Исследователи отмечают некоторые неточности в этом описании. Так, например, Флобер упоминает о трех женских фигурах, в то время как на картине рядом со святым их только две, причем эта группа является композиционным центром полотна. В описании изменена и композиция — святой Антоний на картине находится не слева, а справа. И, как заметил Антуан Нааман, женщины у Брейгеля не обнаженные. а полуобнаженные, и святой, погруженный в чтение, не отворачивается, но просто не замечает их (Naaman A. Les debut de Gustave Flaubert et sa technique de la description. Sherbrook et Paris, 1982. P. 386). Эти неточности можно, конечно, объяснить тем, что описание было выполнено не в Генуе, где Флобер видел картину, а несколько позднее, в Милане, и писатель полагался здесь на свою память. Заметим, однако, что желание преобразовать «Искушение» Брейгеля Адского в драму возникло при первой встрече с картиной, и описание можно рассматривать как начало трансформации образов, созданных художником в собственный текст. Драма Флобера сохранит многие мотивы Брейгеля. В ней останется фигура Чревоугодия, с такой же худой и чрезмерно [107] вытянутой шеей, как и на полотне Брейгеля. Женские фигуры, окружающие святого на картине будут возникать в тексте Флобера то как безобразные персонификации Сладострастия (Прелюбодеяние, Распутство, Гнусность), то как прекрасные Богословские добродетели (Вера, Надежда, Любовь). Шествию причудливых существ на втором плане картины будет соответствовать шествие древних богов в «Искушении» Флобера. Пространство картины Брейгеля организовано двумя формами движения — фигуры на первом плане (Чревоугодие, Гнев и женщины-соблазнительницы) обращаются к Антонию с жестами, символизирующими речь, на втором плане — бесконечное шествие причудливых существ. Две формы — спор и шествие (le debat et le defile), как заметил Жак Неф, характерны и для структуры флоберовского текста. Первой форме соответствуют диалоги Антония и Смертных грехов, Антония и Дьявола, второй — эпизоды, в которых перед отшельником проходят боги древних религий (Neef J. L’exposition litteraire des religions (La Tentation de saint Antoine, 1874), R.H.L.F., juilet-octobre 1981. P. 642).

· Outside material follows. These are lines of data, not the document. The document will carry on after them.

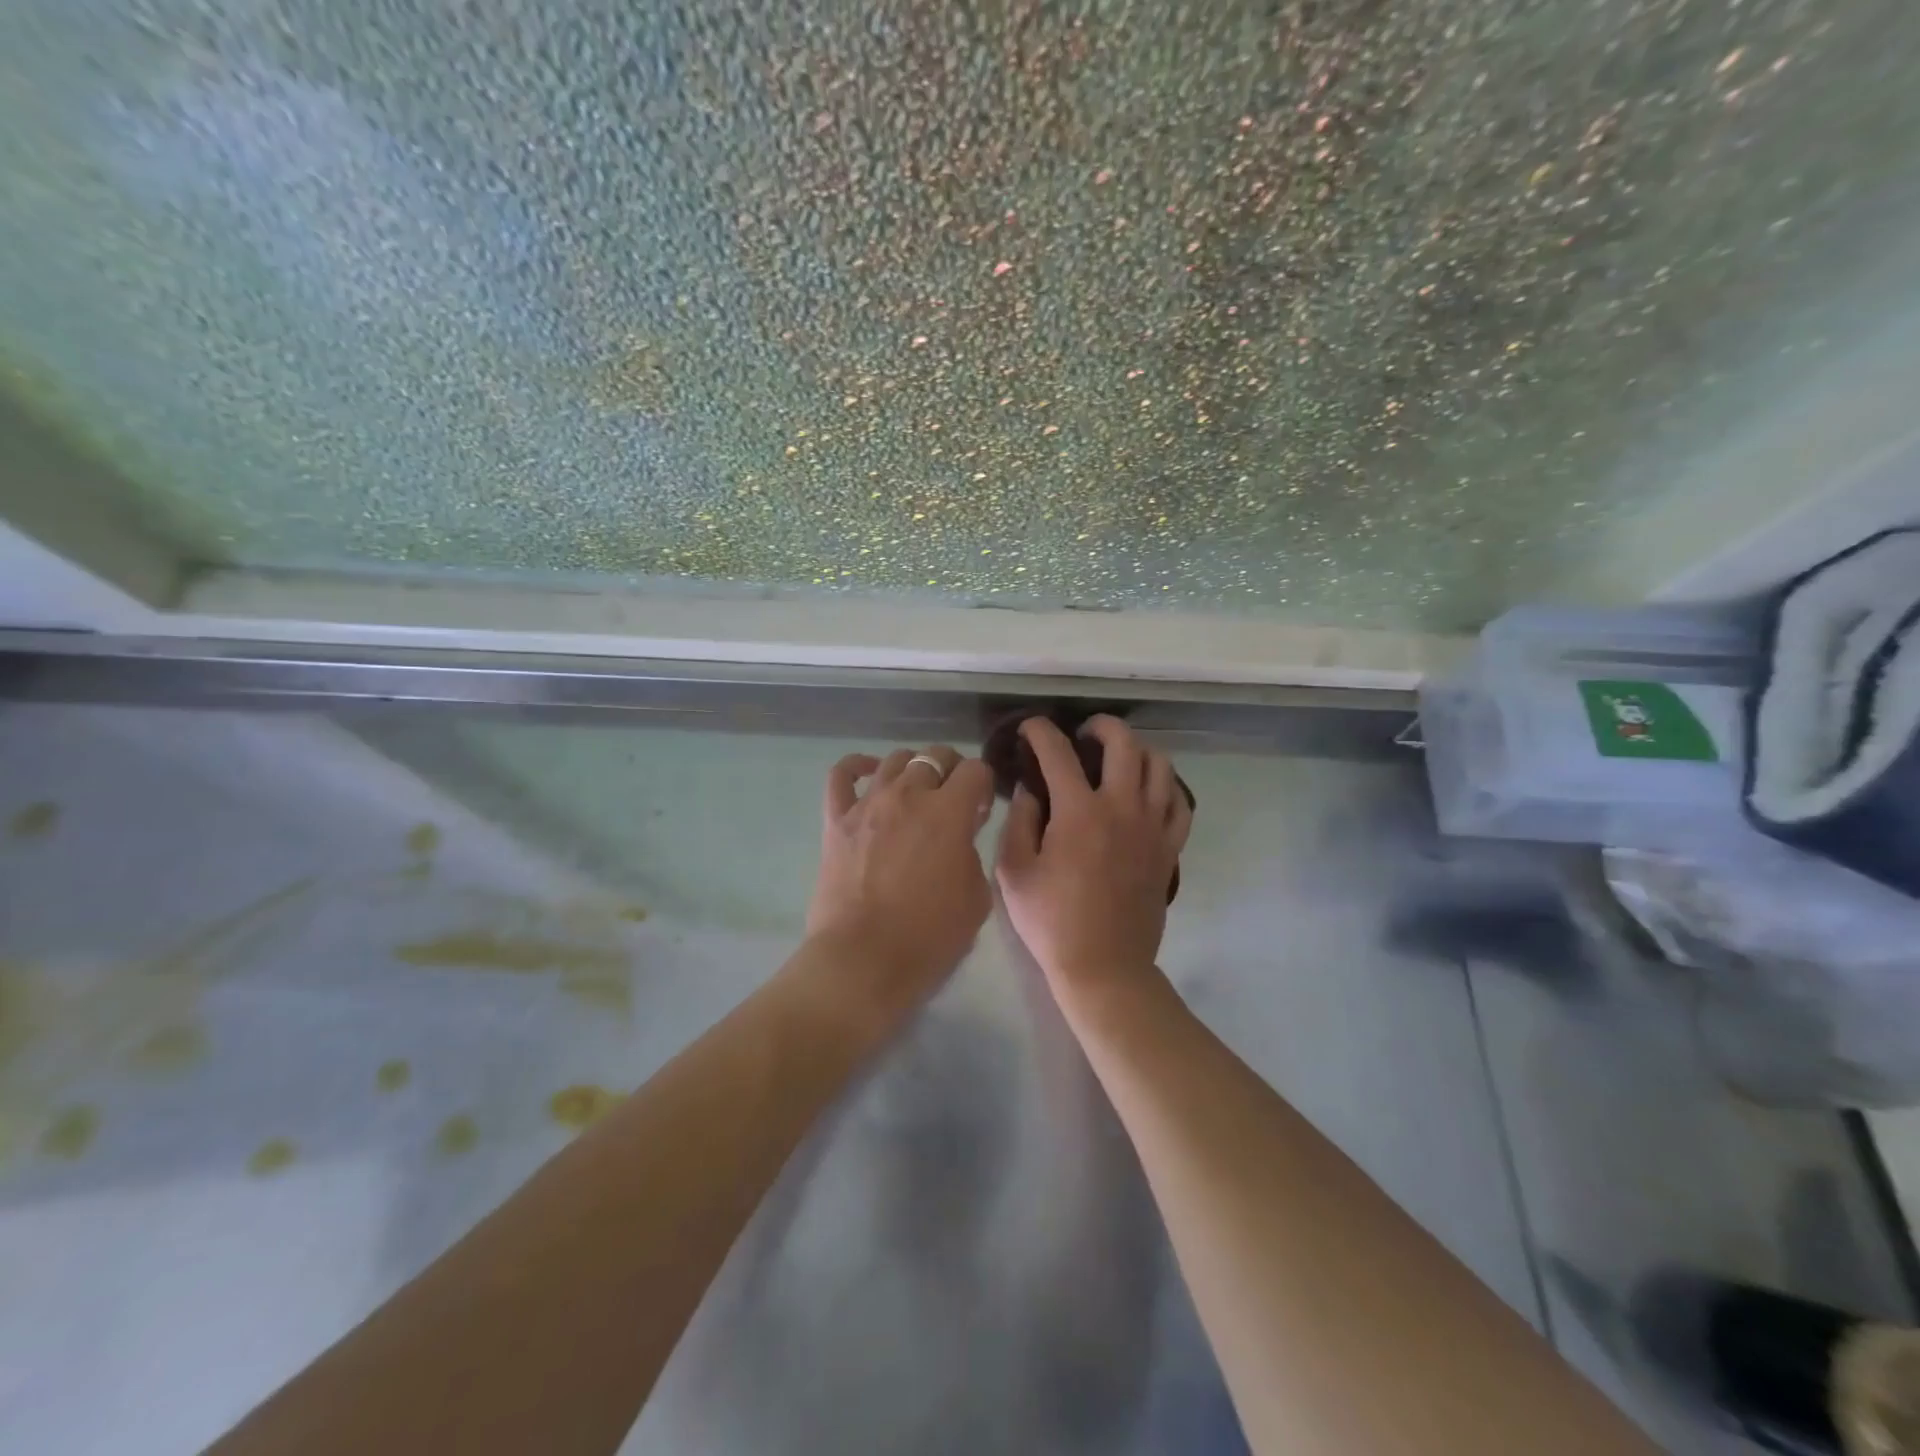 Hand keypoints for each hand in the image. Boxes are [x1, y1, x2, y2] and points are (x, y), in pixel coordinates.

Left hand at [807, 745, 995, 1011]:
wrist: (865, 960)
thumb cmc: (930, 936)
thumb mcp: (977, 897)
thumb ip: (972, 853)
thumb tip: (960, 837)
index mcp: (949, 811)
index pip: (976, 770)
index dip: (984, 786)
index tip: (981, 810)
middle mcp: (909, 794)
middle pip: (935, 756)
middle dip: (952, 771)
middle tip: (953, 800)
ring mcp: (869, 803)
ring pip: (895, 759)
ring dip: (914, 769)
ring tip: (917, 791)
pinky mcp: (837, 819)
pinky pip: (842, 775)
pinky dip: (858, 766)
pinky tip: (871, 772)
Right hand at [996, 716, 1193, 1002]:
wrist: (1104, 967)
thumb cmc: (1051, 921)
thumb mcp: (1014, 872)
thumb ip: (1020, 821)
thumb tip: (1031, 789)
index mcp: (1079, 812)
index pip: (1058, 752)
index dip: (1040, 731)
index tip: (1030, 728)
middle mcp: (1122, 808)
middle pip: (1124, 743)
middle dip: (1101, 726)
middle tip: (1084, 734)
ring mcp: (1152, 827)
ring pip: (1160, 765)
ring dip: (1137, 751)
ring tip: (1118, 759)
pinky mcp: (1169, 848)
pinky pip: (1180, 803)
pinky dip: (1166, 787)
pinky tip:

История возникновения флоберовского текста связана еще с одним произведением искусства XVII века — гравюрой Жака Калло, изображающей искушения святого Антония. Ее пространство, по определению Клода Дюбуа представляет собою аллегорию духовной жизни, пластическое изображение внутреннего конфликта, называемого в религии искушением (Dubois C.-G. Le Baroque. P., 1973. P. 105). В августе 1846 года, приступая к работе над пьесой, Флобер повесил ее на стену в своем рабочем кабинете. и на протяжении многих лет эта гравюра сопровождала его работу над драмой. Гравюра Калло привлекала его тем «грустным гротеском», который он находил в картине Брейгеля и считал свойством «самой жизни человеческой» (Флобер Г. О литературе, искусстве и писательском труде. Т. 1. М., 1984. С. 81).

Исследователи часто говорят о яркой изобразительности и музыкальности флоберовского «Искушения», «ошеломляющих» читателя (Реизов Б.Г. Творчество Флобера. М., 1955. С. 95; Douchen J.-L. Le bourreau de soi-meme. Essai sur itinaire intellectuel de Gustave Flaubert. P., 1984. P. 43). Это качество драмы Флобера определено, возможно тем, что текст рождался как музыкальная и живописная фантазия в стиле барокко, родственная манере Брейгеля Адского и Калло.